First, I would like to place on record my gratitude to all the UK service men and women, particularly those from the Ipswich area, who have served in Afghanistan during the last 20 years. Our thoughts will always be with those who paid the ultimate sacrifice in a foreign land to keep us safe. We must now make sure that Afghanistan is not allowed to return to become a breeding ground for terrorists who make attacks on British soil. 

The many passionate speeches by colleagues in the packed Commons chamber showed the strength of feeling on the topic. I completely understand why some might question the success of the UK operations. In my opinion we have made important progress. We have seen the attacks on the UK from terrorist groups like Al-Qaeda put to an end. We intervened to stop Afghanistan being a haven for these terrorists and this has made a critical difference.

I understand that the results of the past week are far from what anyone wanted to see and there have been some serious miscalculations, largely from US intelligence, that have played a central part. I believe the US President, who remains defiant, has been largely missing in action and must take the lion’s share of responsibility for this NATO withdrawal.  

I also sincerely believe that the Government must act quickly to take a limited number of refugees who are trying to escape the new Taliban regime. The images we have all seen of Kabul airport are truly shocking and I know that everyone will want to help those who genuinely need to leave Afghanistan for fear of persecution. We should also ensure we particularly help those who assisted us in our operations, such as interpreters and their families who are certainly in danger if they remain in Afghanistan. I know the British Consulate in Kabul as well as troops that have been deployed there are doing all they can, and I want to thank them for their continued efforts.  

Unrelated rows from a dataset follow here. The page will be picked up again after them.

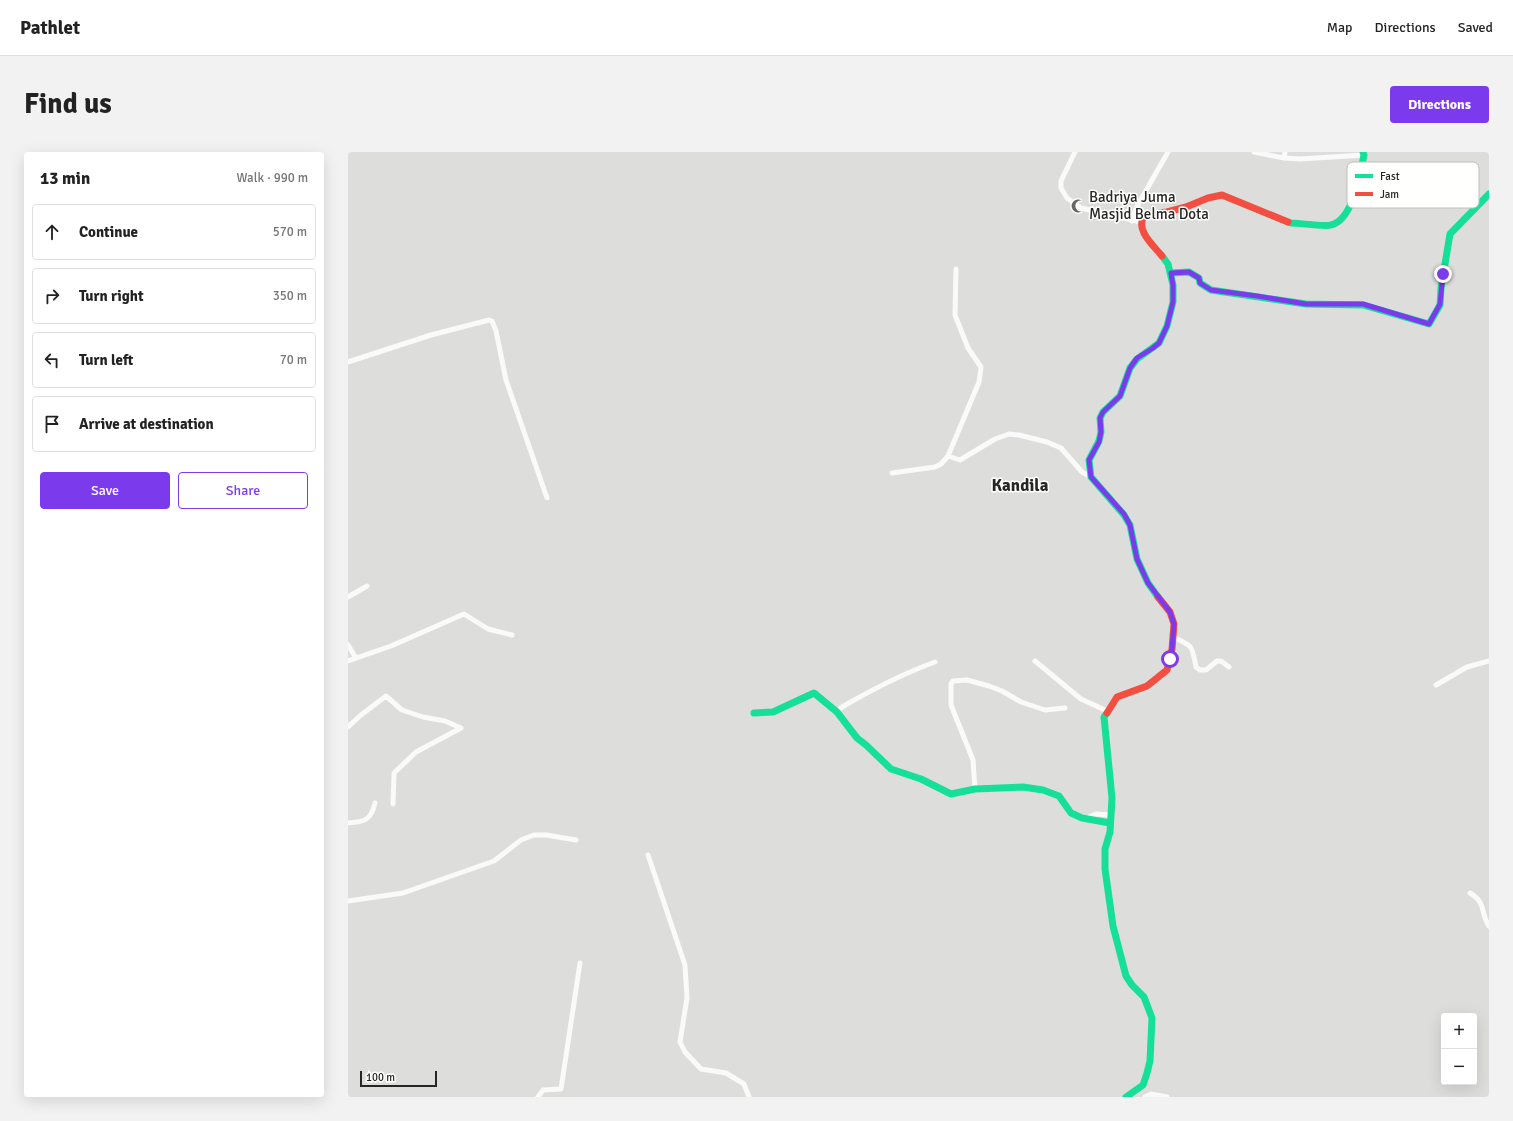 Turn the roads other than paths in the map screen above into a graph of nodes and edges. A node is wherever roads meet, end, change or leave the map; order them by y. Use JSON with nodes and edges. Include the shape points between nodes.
{"nodes":[{"id":1,"x":1075,"y":152,"type":"edge"},
{"id":2,"x":1168,"y":152,"type":"edge"},
{"id":3,"x":1254,"y":152,"type":"edge"},
{"id":4,"x":1285,"y":152,"type":"edge"},
{"id":5,"x":1363,"y":154,"type":"edge"},
{"id":6,"x":1284,"y":158,"type":"junction"},
{"id":7,"x":1489,"y":194,"type":"edge"},
{"id":8,"x":1479,"y":204,"type":"edge"},
{"id":9,"x":1350,"y":208,"type":"edge"},
{"id":10,"x":1475,"y":208,"type":"edge"},
{"id":11,"x":1132,"y":221,"type":"junction"},
{"id":12,"x":1141,"y":222,"type":"junction"},
{"id":13,"x":956,"y":269,"type":"dead end"},
{"id":14,"x":1171,"y":273,"type":"junction"},
{"id":15,"x":348,"y":362,"type":"edge"},
{"id":16,"x":948,"y":456,"type":"junction"},
{"id":17,"x":892,"y":473,"type":"dead end"},
{"id":18,"x":1091,"y":477,"type":"junction"},
{"id":19,"x":547,"y":498,"type":"dead end"},
{"id":20,"x":367,"y":586,"type":"dead end"},
{"id":21,"x":348,"y":597,"type":"edge"},
{"id":22,"x":512,"y":635,"type":"dead end"},
{"id":23,"x":1173,"y":637,"type":"junction"},
{"id":24,"x":348,"y":645,"type":"edge"},
{"id":25,"x":356,"y":658,"type":"junction"},
{"id":26,"x":348,"y":661,"type":"edge"},
{"id":27,"x":1489,"y":661,"type":"edge"},
{"id":28,"x":935,"y":662,"type":"dead end"},
{"id":29,"x":1035,"y":662,"type":"dead end"},
{"id":30,"x":1229,"y":667,"type":"dead end"},
{"id":31,"x":1436,"y":685,"type":"dead end"},
{"id":32,"x":1065,"y":708,"type":"dead end"},
{"id":33,"x":1107,"y":711,"type":"junction"},
{"id":34,"x":837,"y":712,"type":"junction"},
{"id":35,"x":754,"y":713,"type":"dead end"},
{"id":36,"x":348,"y":727,"type":"edge"},
{"id":37,"x":975,"y":789,"type":"junction"},
{"id":38,"x":375,"y":803,"type":"dead end"},
{"id":39,"x":393,"y":804,"type":"dead end"},
{"id":40,"x":1111,"y":815,"type":"junction"},
{"id":41,"x":1085,"y":819,"type":"junction"},
{"id":42,"x":348,"y":823,"type":"edge"},
{"id":43,"x":1110,"y":823,"type":"junction"},
{"id":44,"x":576,"y":840,"type":"dead end"},
{"id":45,"x":648,"y":856,"type":"dead end"},
{"id":46,"x":1470,"y":893,"type":"dead end"},
{"id":47,"x":348,"y":901,"type":"edge"},
{"id":48,"x":1489,"y":926,"type":"edge"},
{"id":49,"x":580,"y":963,"type":"dead end"},
{"id":50,"x":538,"y":1097,"type":"edge"},
{"id":51,"x":749,"y":1097,"type":"edge"},
{"id":52,"x":1126,"y":1097,"type":"edge"},
{"id":53,"x":1145,"y":1097,"type":"edge"},
{"id":54,"x":1168,"y":1097,"type":"edge"}],
"edges":[{"from":1,"to":11,"type":"street","via":[[1062,181],[1067,198],[1081,208]]},
{"from":2,"to":11,"type":"street","via":[[1136,208]]},
{"from":3,"to":6,"type":"street"},
{"from":4,"to":6,"type":"street"},
{"from":5,"to":6,"type":"street"},
{"from":7,"to":8,"type":"main road"},
{"from":9,"to":12,"type":"main road","via":[[1346,215],[1332,224],[1290,223],[1222,195],[1167,212],[1145,215]]},
{"from":10,"to":14,"type":"main road","via":[[1450,234],[1440,304],[1429,324],[1363,304],[1306,304],[1211,290],[1189,272]]},
{"from":11,"to":12,"type":"street"},
{"from":12,"to":14,"type":"main road","via":[[1143,232],[1168,264]]},
{"from":13,"to":16,"type":"street","via":[[955,315],[968,348],[981,367],[979,382]]},
{"from":14,"to":18,"type":"main road","via":[[1173,302],[1167,326],[1159,343],[1137,358],[1130,368],[1120,396],[1103,412],[1100,418],[1099,442],[1089,460]]},
{"from":15,"to":19,"type":"street","via":[[431,335],[492,321],[506,380]]},
{"from":16,"to":17,"type":"street","via":[[935,467]]},
{"from":16,"to":18,"type":"street","via":[[960,460],[995,439],[1009,434],[1019,435],[1062,448],[1082,472]]},
{"from":18,"to":23,"type":"main road","via":[[1124,514],[1130,525],[1137,559],[1148,583],[1170,612],[1174,624]]},
{"from":20,"to":21,"type":"street"},
{"from":22,"to":25,"type":"street","via":[[488,629],[464,614],[392,646]]},
{"from":23,"to":30,"type":"street","via":[[1193,649],[1196,667],[1200,670],[1206,670],[1217,661]]},
{"from":23,"to":33,"type":"main road","via":[[1167,670],[1147,686],[1117,697]]},
{"from":24,"to":25,"type":"street"},
{"from":25,"to":26,"type":"street"},
{"from":27,"to":31,"type":"street","via":[[1467,667]]},
{"from":28,"to":34,"type":"street","via":[[885,682]]},
{"from":29,"to":33,"type":"street","via":[[1081,699]]},
{"from":32,"to":37,"type":"street","via":[[1045,710],[1021,702],[989,686],[967,680],[953,681],[952,705],[973,760]]},
{"from":33,"to":40,"type":"main road","via":[[1104,727],[1112,798]]},
{"from":34,"to":35,"type":"main road","via":[[814,693],[773,712]]},
{"from":34,"to":37,"type":"main road","via":[[853,736],[891,769],[921,779],[951,794]]},
{"from":36,"to":39,"type":"street","via":[[386,696],[402,710],[445,721],[461,728],[416,752],[394,773]]},
{"from":37,"to":41,"type":"main road","via":[[1023,787],[1043,790],[1059,796],[1071,813]]},
{"from":38,"to":42,"type":"street","via":[[373,811],[366,819]]},
{"from":40,"to":41,"type":"street","via":[[1096,814]]},
{"from":40,"to":43,"type":"main road"},
{"from":41,"to":43,"type":"main road"},
{"from":43,"to":52,"type":"main road","via":[[1105,849],[1105,869],[1119,953],[1126,976],[1144,997],[1152,1018],[1147,1073],[1143,1085]]},
{"from":44,"to":47,"type":"street","via":[[534,835],[521,840],[494,862],[403,893]]},
{"from":45,"to":51,"type":"street","via":[[686,965],[687,998],[680,1042],[685,1052],[701,1069],[726,1073],[744,1084]]},
{"from":46,"to":48,"type":"street","via":[[1478,898]]},
{"from":49,"to":50,"type":"street","via":[[561,1089],[542,1090]]},
{"from":53,"to":54,"type":"street","via":[[1151,1094]]}]}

I welcomed the Prime Minister’s comments that there should be a robust process to any refugees coming into the country. It is absolutely vital that we make sure that no unsavoury characters, who could do damage here in the UK do not end up here. I also believe it is very important that all NATO countries should play their part and take their fair share of refugees into their country. I was pleased to see the Home Secretary, Priti Patel announced a fair resettlement scheme that initially prioritises women and girls alongside religious and other minority groups who are a high risk under a new Taliban regime.  

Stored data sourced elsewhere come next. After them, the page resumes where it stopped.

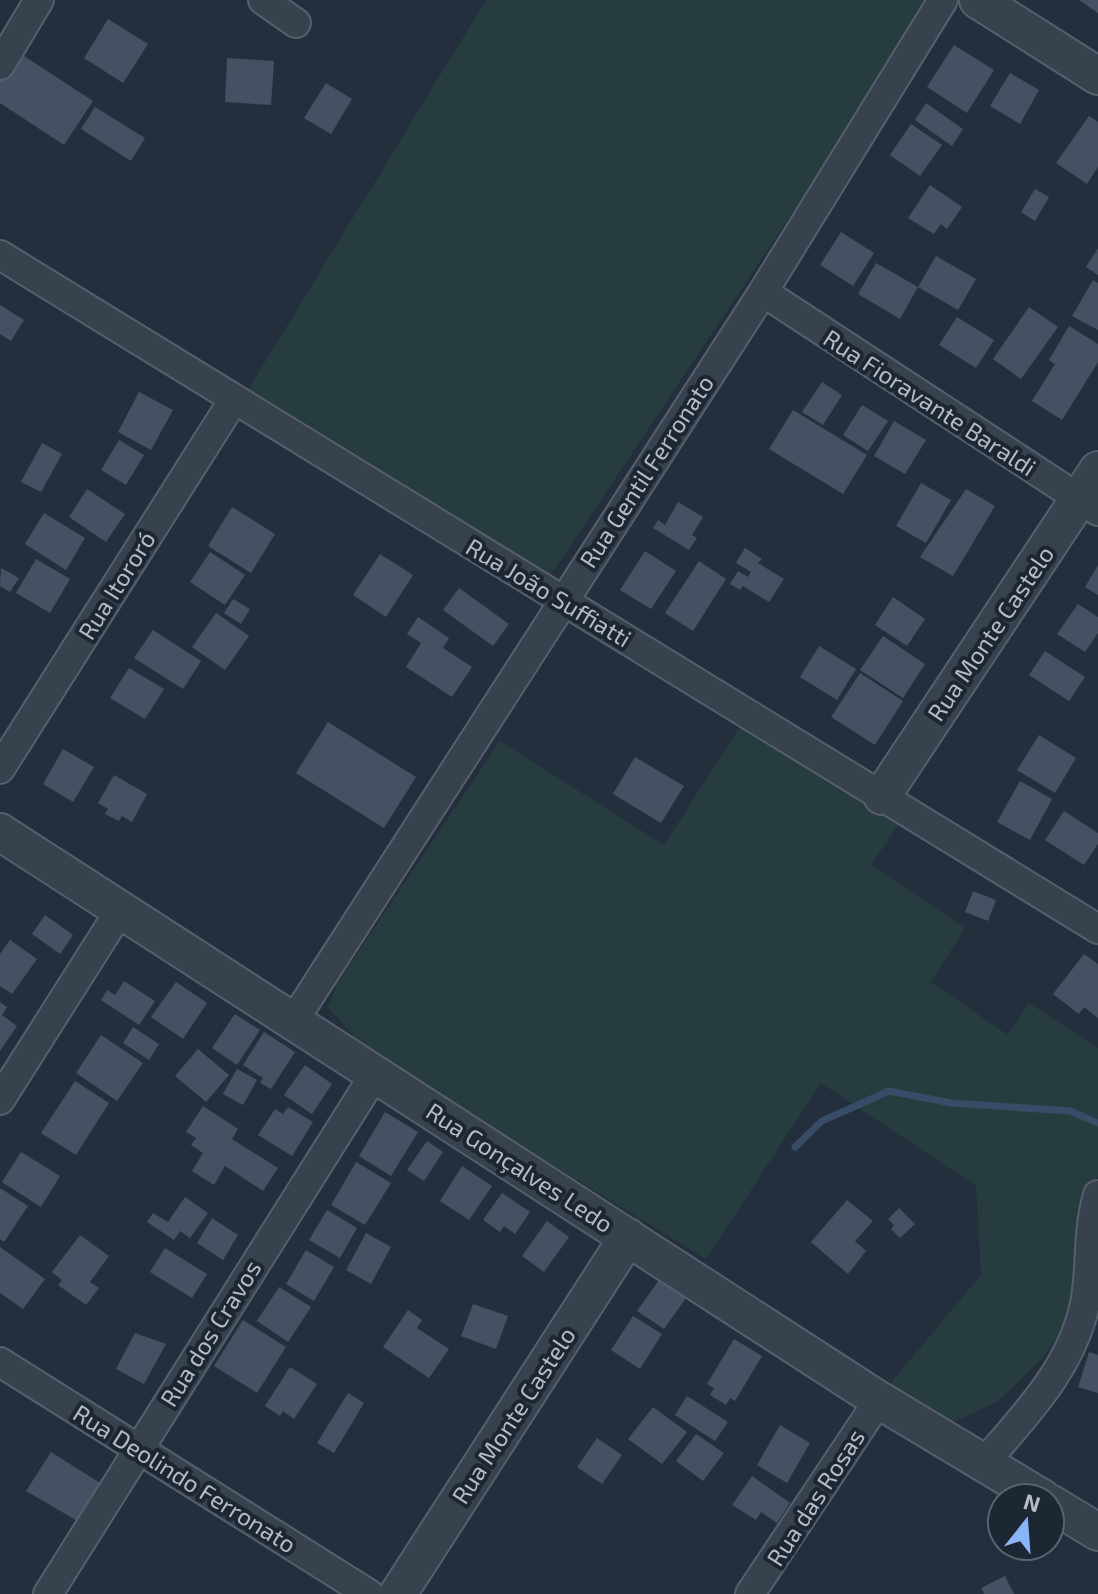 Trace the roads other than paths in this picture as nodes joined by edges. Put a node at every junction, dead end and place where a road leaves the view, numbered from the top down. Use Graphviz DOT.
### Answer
graph roads {
  1 [pos="39,0"];
  2 [pos="263,0"];
  3 [pos="943,0"];
  4 [pos="978,0"];
  5 [pos="296,23"];
  6 [pos="0,65"];
  7 [pos="1098,76"];
  8 [pos="0,255"];
  9 [pos="763,292"];
  10 [pos="233,401"];
  11 [pos="1092,493"];
  12 [pos="563,599"];
  13 [pos="0,769"];
  14 [pos="882,796"];
  15 [pos="0,832"];
  16 [pos="121,909"];
  17 [pos="1098,929"];
  18 [pos="294,1020"];
  19 [pos="375,1074"];
  20 [pos="0,1100"];
  21 [pos="1098,1195"];
  22 [pos="628,1237"];
  23 [pos="0,1362"];
  24 [pos="879,1400"];
  25 [pos="137,1449"];
  26 [pos="984,1463"];
  27 [pos="1015,1482"];
  28 [pos="1066,1513"];
  29 [pos="1098,1532"];
  30 [pos="48,1594"];
  31 [pos="369,1594"];
  32 [pos="398,1594"];
  33 [pos="750,1594"];
  1 -- 6 [label="street"];
  2 -- 5 [label="street"];
  3 -- 9 [label="street, Rua Gentil Ferronato"];
  4 -- 7 [label="street"];
  8 -- 10 [label="street, Rua João Suffiatti"];
  9 -- 11 [label="street, Rua Fioravante Baraldi"];
  9 -- 12 [label="street, Rua Gentil Ferronato"];
  10 -- 12 [label="street, Rua João Suffiatti"];
  10 -- 13 [label="street, Rua Itororó"];
  11 -- 14 [label="street, Rua Monte Castelo"];
  12 -- 14 [label="street, Rua João Suffiatti"];
  12 -- 18 [label="street, Rua Gentil Ferronato"];
  14 -- 17 [label="street, Rua João Suffiatti"];
  15 -- 16 [label="street, Rua Gonçalves Ledo"];
  16 -- 18 [label="street, Rua Gonçalves Ledo"];
  16 -- 20 [label="street"];
  18 -- 19 [label="street, Rua Gonçalves Ledo"];
  19 -- 22 [label="street, Rua Gonçalves Ledo"];
  19 -- 25 [label="street, Rua dos Cravos"];
  21 -- 26 [label="street"];
  22 -- 24 [label="street, Rua Gonçalves Ledo"];
  22 -- 32 [label="street, Rua Monte Castelo"];
  23 -- 25 [label="street, Rua Deolindo Ferronato"];
  24 -- 26 [label="street, Rua Gonçalves Ledo"];
  24 -- 33 [label="street, Rua das Rosas"];
  25 -- 30 [label="street, Rua dos Cravos"];
  25 -- 31 [label="street, Rua Deolindo Ferronato"];
  26 -- 27 [label="street, Rua Gonçalves Ledo"];
  28 -- 29 [label="street"];
} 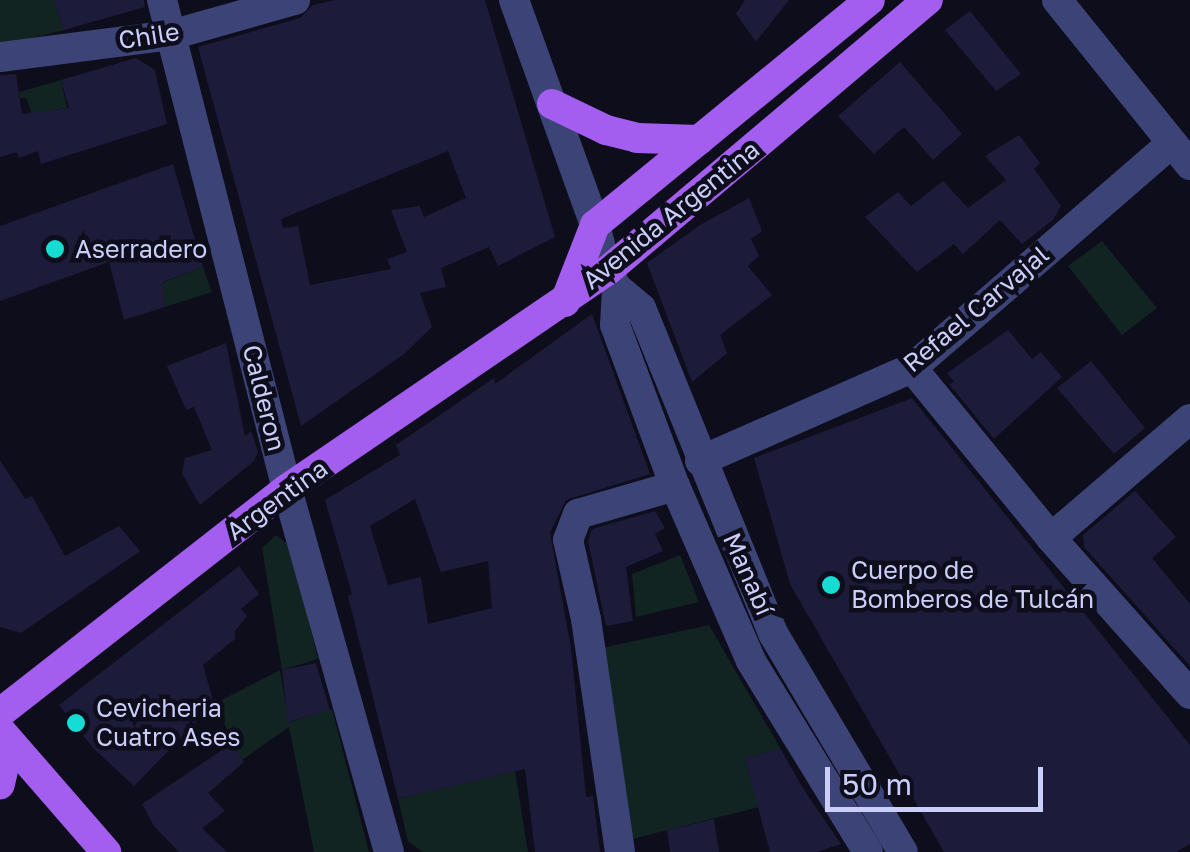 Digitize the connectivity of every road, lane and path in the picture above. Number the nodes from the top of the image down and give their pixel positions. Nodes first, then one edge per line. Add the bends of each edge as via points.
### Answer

The events of Afghanistan this past week in my opinion, is a further example of why we need to put an end to the illegal migrant crossings from Calais. We need to directly engage more with these migrants coming over from France, as the reality is that amongst them are people who are not genuine refugees. Every one of them that gets over to British shores and is able to stay here, will likely limit our ability to show compassion to those fleeing directly from areas of persecution like Afghanistan. There is a stark contrast between Afghanistan, where we are placing a priority to bring over women and children most at risk, and the illegal crossings we see from another safe European country France, where they overwhelmingly seem to be young men travelling across.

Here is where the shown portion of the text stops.